3.1 Primary method for v1: method-of-moments

v1 uses one global NB2 overdispersion parameter, k, estimated by method-of-moments (MoM) from the existing Stage 2 predictions and observed link-year collision counts. This avoids fitting a global NB GLM on 17M+ complete-case link-years as the default path.

The procedure is:

  1. Use existing predicted_xgb values from the current Stage 2 scoring output, or rerun scoring once for this purpose without retraining the model.

  2. Work at link-year grain, pairing each observed collision_count with its link-year predicted_xgb.

  3. Bin link-years by predicted collision count, using 20 quantile bins by predicted_xgb as the default. If many bins have too few positive observations, merge adjacent bins until each retained bin has at least 10,000 link-years and at least 100 positive collision rows.

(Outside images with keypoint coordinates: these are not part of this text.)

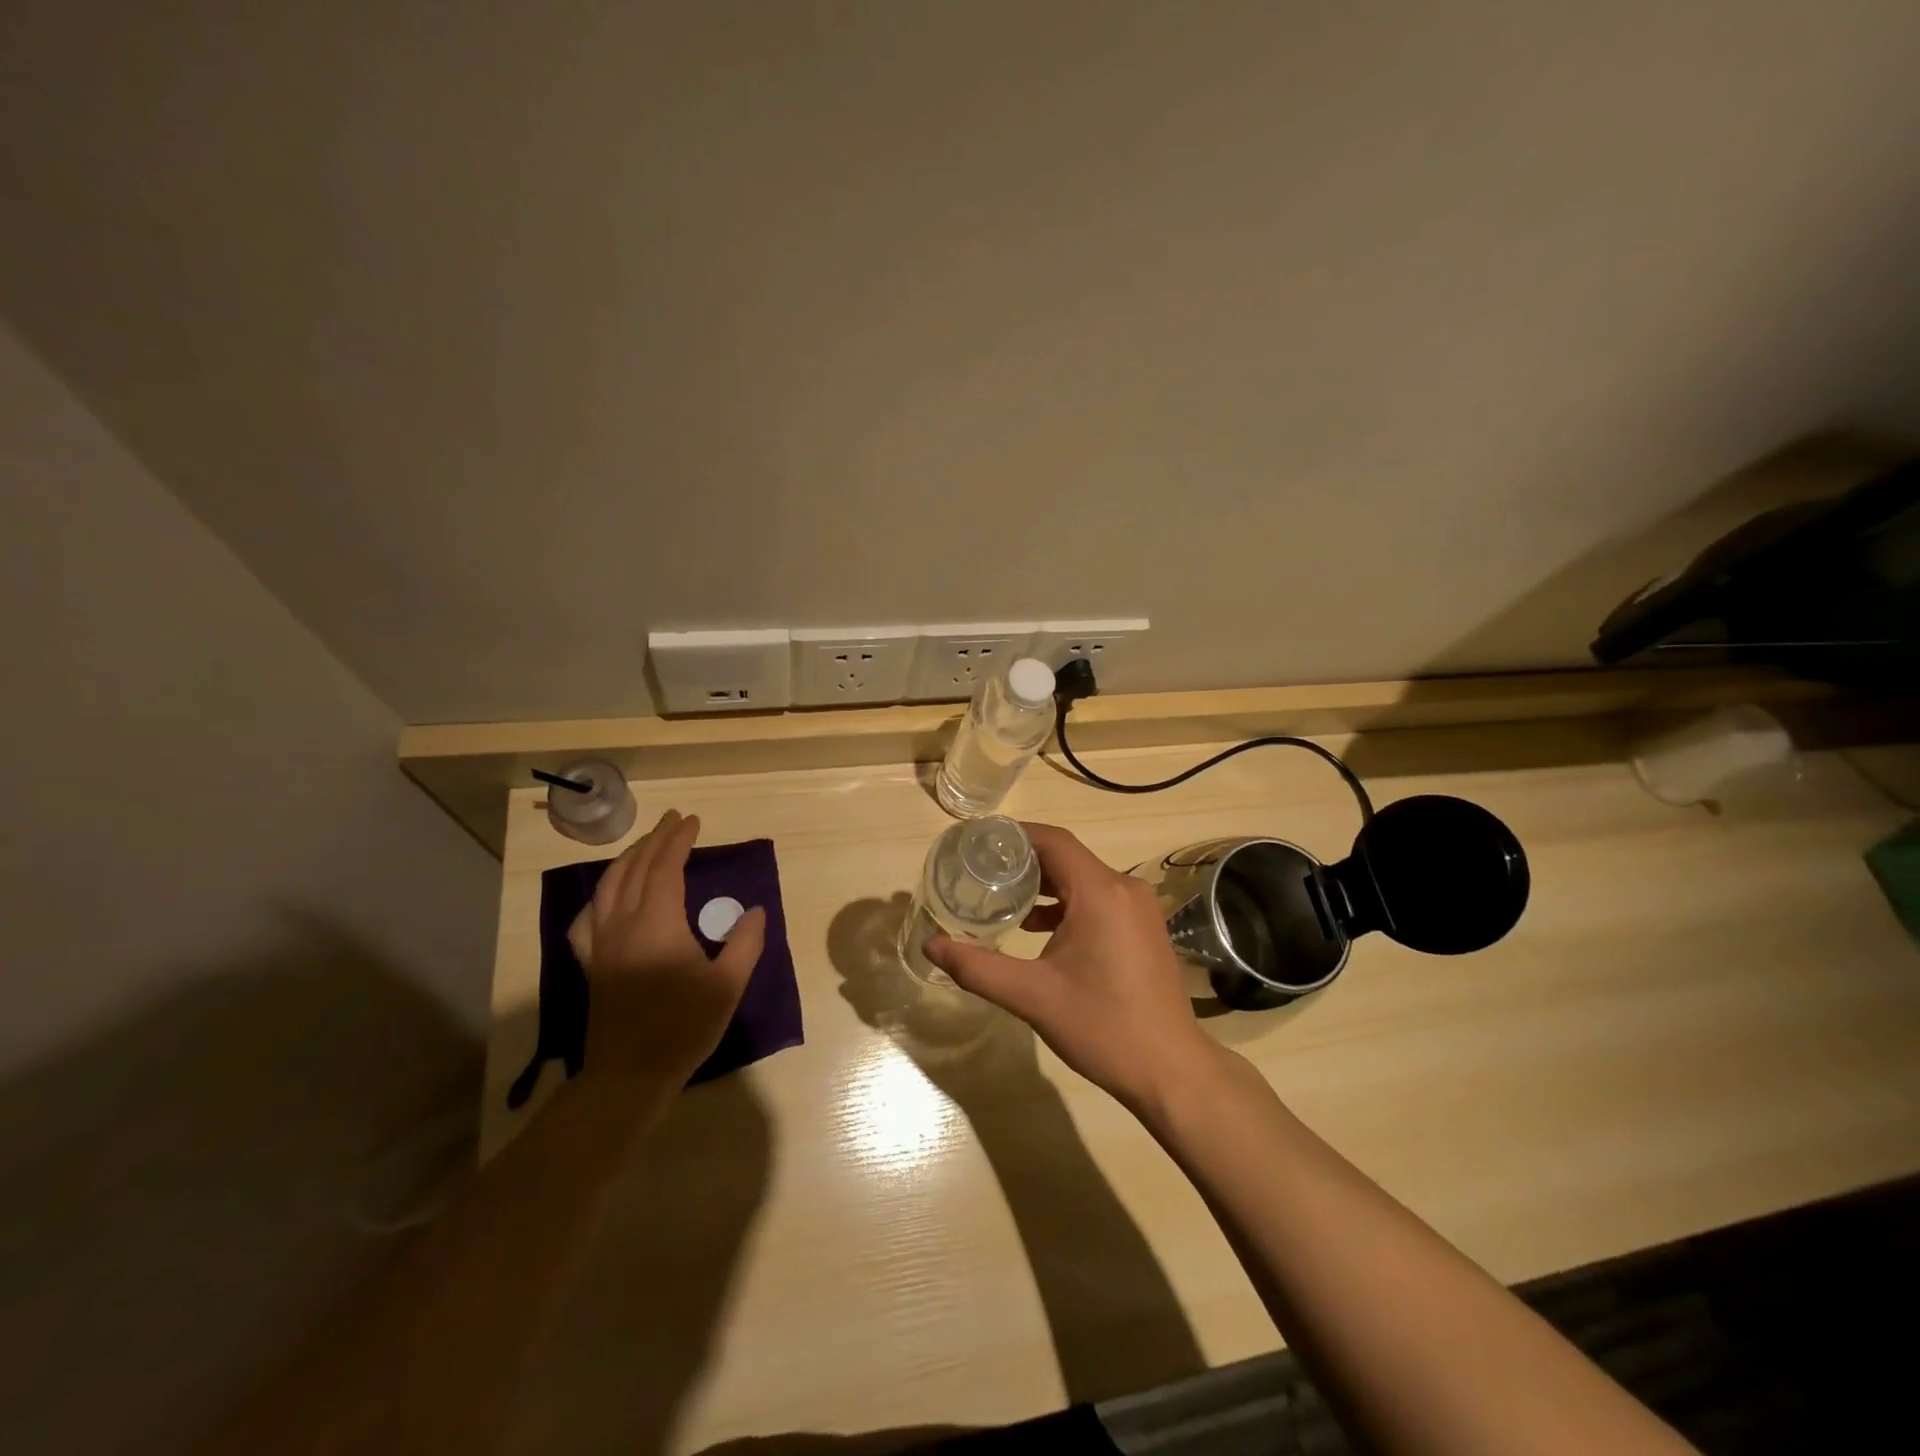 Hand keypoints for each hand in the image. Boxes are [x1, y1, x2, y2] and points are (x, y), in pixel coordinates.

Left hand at [568, 808, 766, 1081]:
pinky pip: (588, 919)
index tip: (694, 821)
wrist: (629, 1076)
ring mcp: (601, 944)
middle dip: (656, 839)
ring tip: (647, 845)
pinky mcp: (592, 963)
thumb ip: (745, 942)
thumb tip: (755, 911)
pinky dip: (600, 897)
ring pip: (609, 886)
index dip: (679, 840)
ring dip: (628, 858)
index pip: (665, 867)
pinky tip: (608, 898)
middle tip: (675, 821)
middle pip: (635, 868)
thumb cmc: (683, 1028)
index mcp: (657, 923)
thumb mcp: (727, 985)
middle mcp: (623, 924)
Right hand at [924, 823, 1220, 1113]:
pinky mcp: (1143, 927)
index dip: (1013, 835)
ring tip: (1001, 896)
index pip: (1053, 840)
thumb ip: (978, 967)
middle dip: (1022, 860)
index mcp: (1101, 892)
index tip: (976, 842)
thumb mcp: (1032, 996)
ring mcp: (1138, 907)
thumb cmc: (1102, 1028)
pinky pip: (1098, 898)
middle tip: (979, 870)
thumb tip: (930, 945)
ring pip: (1082, 878)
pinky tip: (1037, 928)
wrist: (1171, 1070)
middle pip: (1066, 856)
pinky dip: (1066, 903)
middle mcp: (1124, 888)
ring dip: (1044, 884)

  4. Within each bin, compute empirical mean and variance of observed link-year collision_count.

  5. Under NB2:

    Var(y) = E(y) + k * E(y)^2

    so:

    k_bin = (Var(y) - E(y)) / E(y)^2
  6. Drop bins where Var(y) <= E(y), because they imply non-physical negative NB2 dispersion. Log the dropped-bin count and fail loudly if more than 25% of bins are dropped. A small number of non-overdispersed bins is plausible sampling noise, especially in very low-risk bins; more than 25% suggests the global NB2 dispersion assumption is not behaving well enough for a single borrowed k.

  7. Aggregate retained k_bin values using a positive-event weighted mean as the primary k:

    k = sum(n_pos_bin * k_bin) / sum(n_pos_bin)

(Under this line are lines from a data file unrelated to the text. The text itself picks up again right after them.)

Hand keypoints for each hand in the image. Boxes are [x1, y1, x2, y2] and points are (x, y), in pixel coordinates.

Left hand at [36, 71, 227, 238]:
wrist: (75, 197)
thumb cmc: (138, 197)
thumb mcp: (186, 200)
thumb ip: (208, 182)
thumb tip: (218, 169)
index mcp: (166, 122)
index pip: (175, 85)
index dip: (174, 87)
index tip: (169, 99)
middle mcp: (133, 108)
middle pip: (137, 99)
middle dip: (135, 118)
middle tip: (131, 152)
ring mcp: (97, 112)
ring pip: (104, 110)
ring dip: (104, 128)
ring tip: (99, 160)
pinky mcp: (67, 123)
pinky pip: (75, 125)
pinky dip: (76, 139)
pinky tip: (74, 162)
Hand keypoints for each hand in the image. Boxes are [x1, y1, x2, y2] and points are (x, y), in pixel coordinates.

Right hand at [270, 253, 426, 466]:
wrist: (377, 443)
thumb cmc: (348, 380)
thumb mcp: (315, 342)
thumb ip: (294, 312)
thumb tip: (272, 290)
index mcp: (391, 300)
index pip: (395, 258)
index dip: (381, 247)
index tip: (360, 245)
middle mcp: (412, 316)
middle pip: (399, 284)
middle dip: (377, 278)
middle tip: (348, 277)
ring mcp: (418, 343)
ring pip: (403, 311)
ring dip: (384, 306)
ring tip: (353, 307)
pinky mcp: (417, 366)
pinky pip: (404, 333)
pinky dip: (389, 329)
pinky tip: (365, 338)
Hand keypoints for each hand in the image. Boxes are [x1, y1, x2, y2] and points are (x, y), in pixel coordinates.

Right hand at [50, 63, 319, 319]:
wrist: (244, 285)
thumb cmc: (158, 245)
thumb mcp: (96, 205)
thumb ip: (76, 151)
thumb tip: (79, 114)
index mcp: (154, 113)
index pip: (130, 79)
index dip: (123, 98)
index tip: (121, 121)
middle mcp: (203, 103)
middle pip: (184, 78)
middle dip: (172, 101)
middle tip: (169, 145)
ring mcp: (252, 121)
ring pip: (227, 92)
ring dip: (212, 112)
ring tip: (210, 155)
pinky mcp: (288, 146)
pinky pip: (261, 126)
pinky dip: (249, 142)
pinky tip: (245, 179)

    where n_pos_bin is the count of positive-collision link-years in each bin.

    Diagnostic alternatives — also computed by eb_dispersion.py but not used for production scoring:

    • link-year weighted mean: sum(n_bin * k_bin) / sum(n_bin)
    • median of retained k_bin values

    Why positive-event weighting? Session 1 found strongly non-constant dispersion: k_bin varied by approximately 3,400× across predicted-risk bins, declining monotonically from low- to high-prediction. When dispersion is non-constant, the aggregation scheme determines which part of the risk distribution dominates the global k. For a top-k screening application, the operationally relevant k weights toward where collision events actually occur. Link-year weighting pulls k toward low-prediction bins — which contain most link-years but few events, a region irrelevant for screening. Positive-event weighting concentrates weight in the event-rich, high-prediction bins where the top-k boundary sits. The refreshed May 2026 production EB run uses k_positive_weighted = 3.451158, with diagnostic alternatives k_link_year_weighted = 14.898721 and k_median = 7.573279. See reports/eb_dispersion.md and reports/top_risk_output_qa.md for detail.

The provenance report should include:

  • method: "method_of_moments";
  • k point estimate;
  • k_bin values;
  • bin definitions and row counts;
  • aggregation rule;
  • number and share of dropped negative-k bins;
  • data fingerprint;
  • git SHA;
  • timestamp;
  • row counts used.

Persist this to data/provenance/eb_dispersion_provenance.json.

3.2 One-off calibration artefact, not every retrain

The persisted-k decision still applies under MoM. Estimate k as a one-off calibration artefact, not as part of every production retrain. Reuse it for EB scoring until the Stage 2 data snapshot, scoring model, geography, modelling years, or exposure construction changes.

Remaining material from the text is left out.